To date, only two studies identified QTL in turbot. One detected a QTL for body length highly associated with the marker YSKr51, explaining 12.4% of the phenotypic variance , and the other one identified a significant sex-determining QTL highly associated with the SmaUSC-E30 marker, which allowed for correct sex determination in up to 98.4% of the studied individuals . The construction of a genetic map with appropriate marker density is necessary to detect QTL controlling quantitative traits of economic interest in aquaculture . However, genetic linkage maps of most aquaculture species have only recently been available. Bouza et al.  reported an updated consensus including a total of 273 microsatellites clustered in 26 linkage groups, comprising 1343.2 cM length, with an average distance between markers of 6.5 ± 0.5 cM.

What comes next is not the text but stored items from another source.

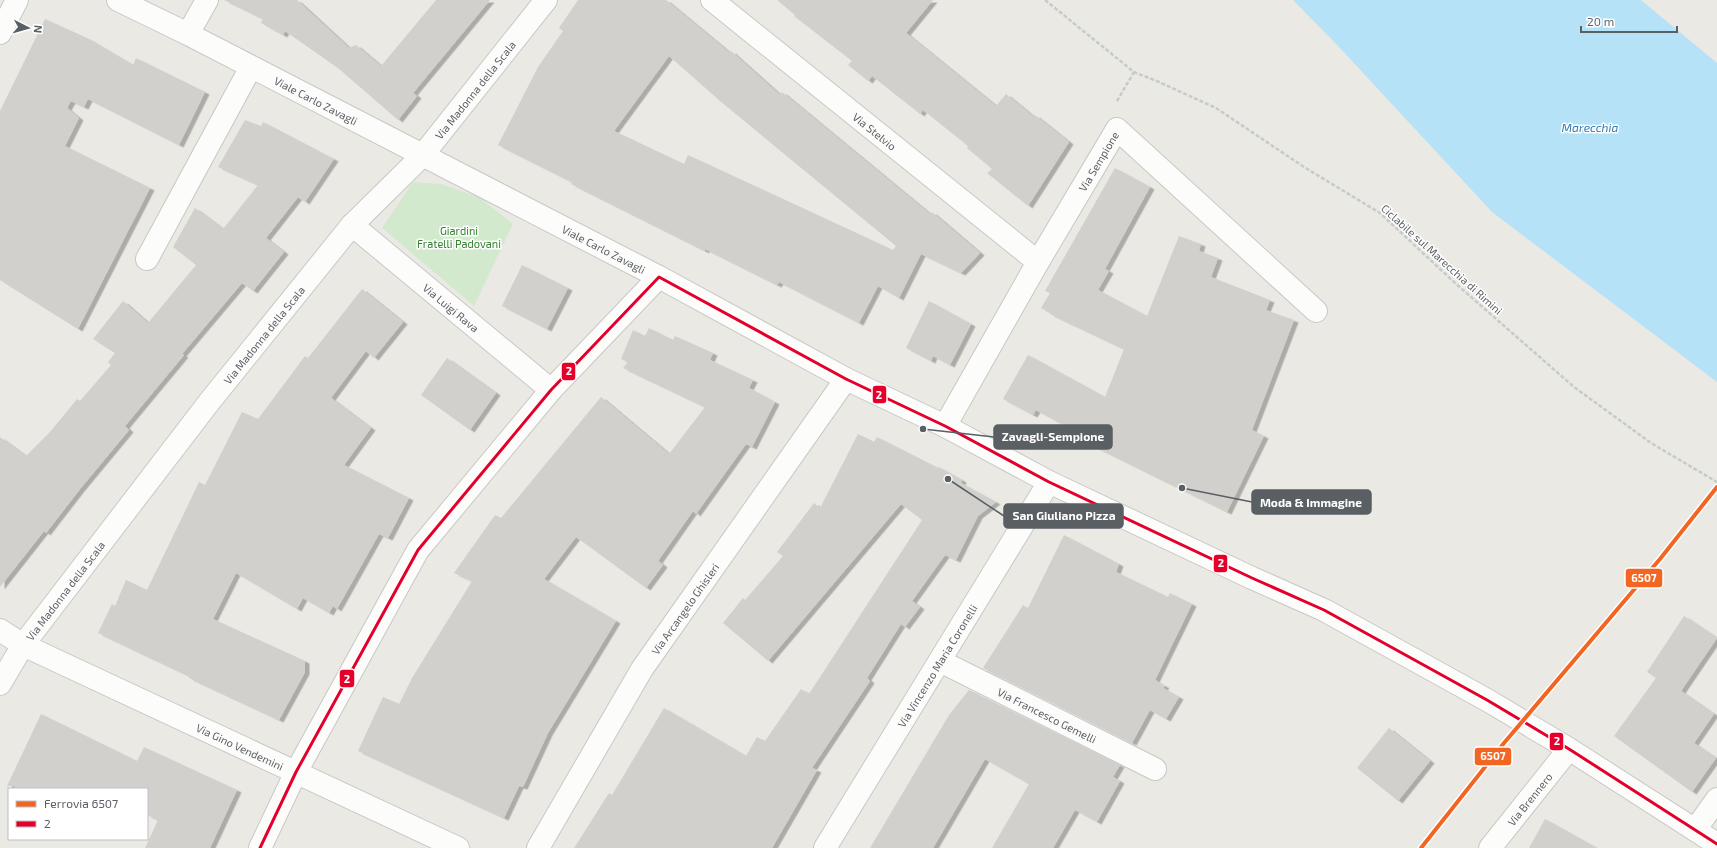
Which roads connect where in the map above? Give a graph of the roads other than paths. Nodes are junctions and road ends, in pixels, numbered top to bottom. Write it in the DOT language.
graph roads {
  1 [pos="17,0"];
  2 [pos="118,0"];
  3 [pos="206,0"];
  4 [pos="546,0"];
  5 [pos="712,0"];
  6 [pos="0,33"];
  7 [pos="188,34"];
  8 [pos="251,67"];
  9 [pos="422,156"];
  10 [pos="352,226"];
  11 [pos="147,259"];
  12 [pos="1038,262"];
  13 [pos="658,277"];
  14 [pos="1316,312"];
  15 [pos="846,379"];
  16 [pos="551,390"];
  17 [pos="944,426"];
  18 [pos="1049,482"];
  19 [pos="0,630"];
  20 [pos="23,645"];
  21 [pos="940,661"];
  22 [pos="0,684"];
  23 [pos="1569,749"];
  24 [pos="1155,769"];
  25 [pos="296,772"];
  26 [pos="1717,799"];
  27 [pos="1695,830"];
  28 [pos="1717,844"];
  29 [pos="260,848"];
  30 [pos="458,848"];
  31 [pos="538,848"];
  32 [pos="825,848"];
  33 [pos="1490,848"];
  1 -- 6 [label="street"];
  2 -- 7 [label="street, Viale Carlo Zavagli"];
  3 -- 7 [label="street"];
  4 -- 9 [label="street, Via Madonna della Scala"];
  5 -- 12 [label="street, Via Stelvio"];
  7 -- 8 [label="street, Viale Carlo Zavagli"];
  8 -- 9 [label="street, Viale Carlo Zavagli"];
  8 -- 11 [label="street"];
  9 -- 10 [label="street, Via Madonna della Scala"];
  9 -- 13 [label="street, Viale Carlo Zavagli"];
  10 -- 16 [label="street, Via Luigi Rava"];
  10 -- 20 [label="street, Via Madonna della Scala"];
  12 -- 14 [label="street, Via Sempione"];
  12 -- 17 [label="street, Via Sempione"];
  13 -- 15 [label="street, Viale Carlo Zavagli"];
  13 -- 16 [label="street"];
  15 -- 17 [label="street, Viale Carlo Zavagli"];
  15 -- 31 [label="street, Via Arcangelo Ghisleri"];
  16 -- 25 [label="street"];
  17 -- 18 [label="street, Viale Carlo Zavagli"];
  18 -- 21 [label="street, Via Vincenzo Maria Coronelli"];
  18 -- 23 [label="street, Viale Carlo Zavagli"];
  19 -- 20 [label="street, Via Gino Vendemini"];
  20 -- 22 [label="street, Via Madonna della Scala"];
  20 -- 25 [label="street, Via Gino Vendemini"];
  21 -- 24 [label="street, Via Francesco Gemelli"];
  21 -- 32 [label="street, Via Vincenzo Maria Coronelli"];
  23 -- 27 [label="street, Viale Carlo Zavagli"];
  23 -- 33 [label="street, Via Brennero"];
  25 -- 29 [label="street"];
  25 -- 30 [label="street, Via Gino Vendemini"];
  26 -- 27 [label="street"];
  27 -- 28 [label="street, Viale Carlo Zavagli"];
}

In the present work, a genome scan for QTL affecting resistance and survival to A. salmonicida in four turbot families was carried out using the reported microsatellite panel. The objectives were: (1) to locate QTL on the available linkage map, (2) to compare QTL obtained through the use of two different methodologies: linear regression and maximum likelihood, and (3) to determine the association between markers and traits.